▼▼▼

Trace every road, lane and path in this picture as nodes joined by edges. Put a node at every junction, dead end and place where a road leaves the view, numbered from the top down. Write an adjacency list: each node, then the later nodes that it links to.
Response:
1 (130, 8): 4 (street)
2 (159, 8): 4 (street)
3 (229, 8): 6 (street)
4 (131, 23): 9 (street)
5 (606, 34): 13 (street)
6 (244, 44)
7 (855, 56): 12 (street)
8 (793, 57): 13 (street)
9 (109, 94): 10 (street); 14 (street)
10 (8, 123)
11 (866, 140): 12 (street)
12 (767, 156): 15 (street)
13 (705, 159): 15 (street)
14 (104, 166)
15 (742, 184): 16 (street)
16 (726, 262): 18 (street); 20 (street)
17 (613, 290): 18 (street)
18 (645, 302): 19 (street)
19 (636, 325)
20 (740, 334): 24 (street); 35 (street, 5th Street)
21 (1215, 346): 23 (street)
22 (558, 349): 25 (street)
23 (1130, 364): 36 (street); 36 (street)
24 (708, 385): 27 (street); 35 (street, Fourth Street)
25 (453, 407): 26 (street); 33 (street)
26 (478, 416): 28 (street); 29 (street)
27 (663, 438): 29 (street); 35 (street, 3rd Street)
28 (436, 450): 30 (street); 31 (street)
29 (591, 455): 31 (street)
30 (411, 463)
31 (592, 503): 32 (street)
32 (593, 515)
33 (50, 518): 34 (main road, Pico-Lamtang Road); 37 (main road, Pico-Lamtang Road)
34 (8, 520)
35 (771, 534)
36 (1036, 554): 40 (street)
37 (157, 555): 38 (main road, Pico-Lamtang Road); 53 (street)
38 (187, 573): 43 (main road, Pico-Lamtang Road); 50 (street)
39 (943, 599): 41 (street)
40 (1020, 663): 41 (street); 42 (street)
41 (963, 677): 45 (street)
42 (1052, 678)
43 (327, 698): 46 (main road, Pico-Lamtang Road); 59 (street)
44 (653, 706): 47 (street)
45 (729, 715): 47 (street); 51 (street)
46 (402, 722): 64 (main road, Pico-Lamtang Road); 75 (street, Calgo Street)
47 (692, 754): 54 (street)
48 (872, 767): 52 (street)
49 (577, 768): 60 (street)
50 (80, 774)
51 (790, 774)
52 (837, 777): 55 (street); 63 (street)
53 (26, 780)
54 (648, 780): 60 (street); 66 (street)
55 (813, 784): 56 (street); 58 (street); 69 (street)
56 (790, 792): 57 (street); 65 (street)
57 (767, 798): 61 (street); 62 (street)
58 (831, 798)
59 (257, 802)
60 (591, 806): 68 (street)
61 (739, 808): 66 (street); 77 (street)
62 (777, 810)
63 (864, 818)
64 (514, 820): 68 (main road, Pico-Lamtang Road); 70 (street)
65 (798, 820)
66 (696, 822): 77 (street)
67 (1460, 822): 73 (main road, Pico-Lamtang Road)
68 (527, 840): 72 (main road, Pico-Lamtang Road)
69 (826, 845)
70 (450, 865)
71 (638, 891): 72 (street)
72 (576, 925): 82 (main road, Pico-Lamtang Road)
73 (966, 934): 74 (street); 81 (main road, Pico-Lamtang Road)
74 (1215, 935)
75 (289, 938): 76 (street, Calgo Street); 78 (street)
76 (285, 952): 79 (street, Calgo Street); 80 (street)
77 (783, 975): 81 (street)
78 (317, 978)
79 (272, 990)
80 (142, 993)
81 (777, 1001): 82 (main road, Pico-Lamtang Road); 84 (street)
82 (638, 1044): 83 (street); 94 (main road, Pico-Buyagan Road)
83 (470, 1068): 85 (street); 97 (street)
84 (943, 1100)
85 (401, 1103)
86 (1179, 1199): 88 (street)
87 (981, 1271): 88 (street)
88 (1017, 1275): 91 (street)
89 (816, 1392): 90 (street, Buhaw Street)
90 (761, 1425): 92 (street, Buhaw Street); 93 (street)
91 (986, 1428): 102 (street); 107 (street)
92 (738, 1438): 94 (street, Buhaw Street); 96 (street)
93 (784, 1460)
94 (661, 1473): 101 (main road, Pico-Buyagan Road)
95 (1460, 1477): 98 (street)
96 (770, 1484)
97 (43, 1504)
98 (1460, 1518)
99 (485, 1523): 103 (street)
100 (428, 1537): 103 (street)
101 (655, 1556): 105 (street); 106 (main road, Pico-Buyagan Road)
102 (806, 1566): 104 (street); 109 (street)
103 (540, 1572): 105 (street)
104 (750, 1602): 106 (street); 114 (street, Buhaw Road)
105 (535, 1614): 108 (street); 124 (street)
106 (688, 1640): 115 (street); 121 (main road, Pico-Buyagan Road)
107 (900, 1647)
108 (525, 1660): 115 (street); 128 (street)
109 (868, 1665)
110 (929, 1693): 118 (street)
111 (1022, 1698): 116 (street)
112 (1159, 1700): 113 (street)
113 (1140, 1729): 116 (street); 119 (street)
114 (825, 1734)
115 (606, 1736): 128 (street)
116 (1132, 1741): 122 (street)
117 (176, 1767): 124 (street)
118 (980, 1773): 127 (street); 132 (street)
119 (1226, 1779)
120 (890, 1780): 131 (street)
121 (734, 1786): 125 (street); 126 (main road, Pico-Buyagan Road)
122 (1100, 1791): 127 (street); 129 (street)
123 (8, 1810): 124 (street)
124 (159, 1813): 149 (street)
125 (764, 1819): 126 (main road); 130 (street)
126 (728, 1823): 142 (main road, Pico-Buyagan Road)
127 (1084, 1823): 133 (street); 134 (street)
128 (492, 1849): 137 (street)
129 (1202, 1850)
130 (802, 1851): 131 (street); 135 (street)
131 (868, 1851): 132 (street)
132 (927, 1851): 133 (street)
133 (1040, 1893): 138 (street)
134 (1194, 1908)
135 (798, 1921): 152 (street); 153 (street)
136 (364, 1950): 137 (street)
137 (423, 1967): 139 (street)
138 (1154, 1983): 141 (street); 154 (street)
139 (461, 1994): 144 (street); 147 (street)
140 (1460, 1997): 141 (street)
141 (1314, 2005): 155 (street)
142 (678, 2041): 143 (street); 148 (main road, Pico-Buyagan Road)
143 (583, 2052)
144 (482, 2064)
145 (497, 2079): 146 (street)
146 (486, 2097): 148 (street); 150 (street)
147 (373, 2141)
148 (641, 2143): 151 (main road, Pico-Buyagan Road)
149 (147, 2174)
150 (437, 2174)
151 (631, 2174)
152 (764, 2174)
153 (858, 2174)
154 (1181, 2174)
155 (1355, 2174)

▲▲▲

* **Action item**:
In full and without changes, give the data above once more.

* **Reply to the task**:
Trace every road, lane and path in this picture as nodes joined by edges. Put a node at every junction, dead end and place where a road leaves the view, numbered from the top down. Write an adjacency list: each node, then the later nodes that it links to.
Response:
1 (130, 8): 4 (street)
2 (159, 8): 4 (street)
3 (229, 8): 6 (street)
4 (131, 23): 9 (street)
5 (606, 34): 13 (street)
6 (244, 44)
7 (855, 56): 12 (street)
8 (793, 57): 13 (street)
9 (109, 94): 10 (street); 14 (street)
10 (8, 123)
11 (866, 140): 12 (street)
12 (767, 156): 15 (street)
13 (705, 159): 15 (street)
14 (104, 166)
15 (742, 184): 16 (street)
16 (726, 262): 18 (street); 20 (street)
17 (613, 290): 18 (street)
18 (645, 302): 19 (street)
19 (636, 325)
20 (740, 334): 24 (street); 35 (street, 5th Street)
21 (1215, 346): 23 (street)
22 (558, 349): 25 (street)
23 (1130, 364): 36 (street); 36 (street)
24 (708, 385): 27 (street); 35 (street, Fourth Street)
25 (453, 407): 26 (street); 33 (street)
26 (478, 416): 28 (street); 29 (street)
27 (663, 438): 29 (street); 35 (street, 3rd Street)
28 (436, 450): 30 (street); 31 (street)
29 (591, 455): 31 (street)
30 (411, 463)
31 (592, 503): 32 (street)
32 (593, 515)
33 (50, 518): 34 (main road, Pico-Lamtang Road); 37 (main road, Pico-Lamtang Road)
34 (8, 520)
35 (771, 534)
36 (1036, 554): 40 (street)
37 (157, 555): 38 (main road, Pico-Lamtang Road); 53 (street)
38 (187, 573): 43 (main road, Pico-Lamtang Road); 50 (street)
39 (943, 599): 41 (street)
40 (1020, 663): 41 (street); 42 (street)
41 (963, 677): 45 (street)
42 (1052, 678)
43 (327, 698): 46 (main road, Pico-Lamtang Road); 59 (street)
44 (653, 706): 47 (street)
45 (729, 715): 47 (street); 51 (street)
46 (402, 722): 64 (main road, Pico-Lamtang Road); 75 (street, Calgo Street)
47 (692, 754): 54 (street)
48 (872, 767): 52 (street)
49 (577, 768): 60 (street)
50 (80, 774)
51 (790, 774)
52 (837, 777): 55 (street); 63 (street)
53 (26, 780)
54 (648, 780): 60 (street); 66 (street)
55 (813, 784): 56 (street); 58 (street); 69 (street)
56 (790, 792): 57 (street); 65 (street)
57 (767, 798): 61 (street); 62 (street)
58 (831, 798)
59 (257, 802)
60 (591, 806): 68 (street)
61 (739, 808): 66 (street); 77 (street)
62 (777, 810)
63 (864, 818)
64 (514, 820): 68 (main road, Pico-Lamtang Road); 70 (street)
65 (798, 820)
66 (696, 822): 77 (street)
67 (1460, 822): 73 (main road, Pico-Lamtang Road)
68 (527, 840): 72 (main road, Pico-Lamtang Road)
69 (826, 845)
70 (450, 865)
71 (638, 891): 72 (street)
72 (576, 925): 82 (main road, Pico-Lamtang Road)
73 (966, 934): 74 (street); 81 (main road, Pico-Lamtang Road)
74 (1215, 935)
75 (289, 938): 76 (street, Calgo Street); 78 (street)
76 (285, 952): 79 (street, Calgo Street); 80 (street)
77 (783, 975): 81 (street)
78 (317, 978)
79 (272, 990)
80 (142, 993)
81 (777, 1001): 82 (main road, Pico-Lamtang Road); 84 (street)
82 (638, 1044): 83 (street); 94 (main road, Pico-Buyagan Road)
83 (470, 1068): 85 (street); 97 (street)
84 (943, 1100)
85 (401, 1103)
86 (1179, 1199): 88 (street)
87 (981, 1271): 88 (street)
88 (1017, 1275): 91 (street)
89 (816, 1392): 90 (street, Buhaw Street)
90 (761, 1425): 92 (street, Buhaw Street); 93 (street)
91 (986, 1428): 102 (street); 107 (street)
92 (738, 1438): 94 (street, Buhaw Street); 96 (street)
93 (784, 1460)
94 (661, 1473): 101 (main road, Pico-Buyagan Road)
95 (1460, 1477): 98 (street)
96 (770, 1484)
97 (43, 1504)
98 (1460, 1518)
99 (485, 1523): 103 (street)
100 (428, 1537): 103 (street)
101 (655, 1556): 105 (street); 106 (main road, Pico-Buyagan Road)
102 (806, 1566): 104 (street); 109 (street)
103 (540, 1572): 105 (street)
104 (750, 1602): 106 (street); 114 (street, Buhaw Road)
105 (535, 1614): 108 (street); 124 (street)
106 (688, 1640): 115 (street); 121 (main road, Pico-Buyagan Road)
107 (900, 1647)
108 (525, 1660): 115 (street); 128 (street)
109 (868, 1665)
110 (929, 1693): 118 (street)
111 (1022, 1698): 116 (street)
112 (1159, 1700): 113 (street)
113 (1140, 1729): 116 (street); 119 (street)
114 (825, 1734)
115 (606, 1736): 128 (street)
116 (1132, 1741): 122 (street)
117 (176, 1767): 124 (street)
118 (980, 1773): 127 (street); 132 (street)
119 (1226, 1779)
120 (890, 1780): 131 (street)
121 (734, 1786): 125 (street); 126 (main road, Pico-Buyagan Road)
122 (1100, 1791): 127 (street); 129 (street)
123 (8, 1810): 124 (street)
124 (159, 1813): 149 (street)
125 (764, 1819): 126 (main road); 130 (street)
126 (728, 1823): 142 (main road, Pico-Buyagan Road)
127 (1084, 1823): 133 (street); 134 (street)
128 (492, 1849): 137 (street)
129 (1202, 1850)
130 (802, 1851): 131 (street); 135 (street)
131 (868, 1851): 132 (street)
132 (927, 1851): 133 (street)
133 (1040, 1893): 138 (street)
134 (1194, 1908)
135 (798, 1921): 152 (street); 153 (street)
136 (364, 1950): 137 (street)
137 (423, 1967): 139 (street)
138 (1154, 1983): 141 (street); 154 (street)
139 (461, 1994): 144 (street); 147 (street)
140 (1460, 1997): 141 (street)
141 (1314, 2005): 155 (street)
142 (678, 2041): 143 (street); 148 (main road, Pico-Buyagan Road)
143 (583, 2052)
144 (482, 2064)
145 (497, 2079): 146 (street)
146 (486, 2097): 148 (street); 150 (street)
147 (373, 2141)
148 (641, 2143): 151 (main road, Pico-Buyagan Road)
149 (147, 2174)
150 (437, 2174)
151 (631, 2174)
152 (764, 2174)
153 (858, 2174)
154 (1181, 2174)
155 (1355, 2174)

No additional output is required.